## Exercise instructions:
Leave out the images and set down the records below exactly.

## Source information:

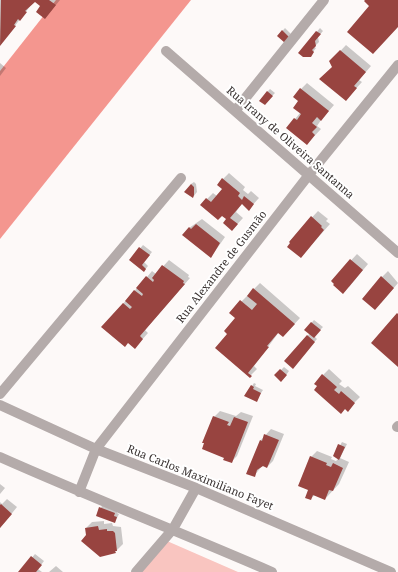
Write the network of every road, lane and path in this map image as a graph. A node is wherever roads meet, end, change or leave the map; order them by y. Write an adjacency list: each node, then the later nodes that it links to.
1 (324, 0): 4 (street)
2 (166, 51): 4 (street, Rua Irany de Oliveira Santanna)
3 (398, 65): 5 (street, Rua Alexandre de Gusmão)
4 (235, 111): 5 (street, Rua Irany de Oliveira Santanna)
5 (308, 176): 7 (street, Rua Irany de Oliveira Santanna); 10 (street, Rua Alexandre de Gusmão)
6 (182, 178): 8 (street)
7 (398, 253)
8 (0, 394)
9 (0, 405): 10 (street, Rua Carlos Maximiliano Fayet)
10 (96, 449): 12 (street, Rua Carlos Maximiliano Fayet); 13 (street, Rua Alexandre de Gusmão)
11 (0, 457): 13 (street)
12 (196, 488): 14 (street); 17 (street, Rua Carlos Maximiliano Fayet)
13 (79, 492): 14 (street)
14 (173, 529): 15 (street); 16 (street)
15 (136, 572)
16 (272, 572)
17 (391, 572)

## Completed task:
Write the network of every road, lane and path in this map image as a graph. A node is wherever roads meet, end, change or leave the map; order them by y. Write an adjacency list: each node, then the later nodes that it links to.
1 (324, 0): 4 (street)
2 (166, 51): 4 (street, Rua Irany de Oliveira Santanna)
3 (398, 65): 5 (street, Rua Alexandre de Gusmão)
4 (235, 111): 5 (street, Rua Irany de Oliveira Santanna)
5 (308, 176): 7 (street, Rua Irany de Oliveira Santanna); 10 (street, Rua Alexandre de Gusmão)
6 (182, 178): 8 (street)
7 (398, 253)
8 (0, 394)
9 (0, 405): 10 (street, Rua Carlos Maximiliano Fayet)
10 (96, 449): 12 (street, Rua Carlos Maximiliano Fayet); 13 (street, Rua Alexandre de Gusmão)
11 (0, 457): 13 (street)
12 (196, 488): 14 (street); 17 (street, Rua Carlos Maximiliano Fayet)
13 (79, 492): 14 (street)
14 (173, 529): 15 (street); 16 (street)
15 (136, 572)
16 (272, 572)
17 (391, 572)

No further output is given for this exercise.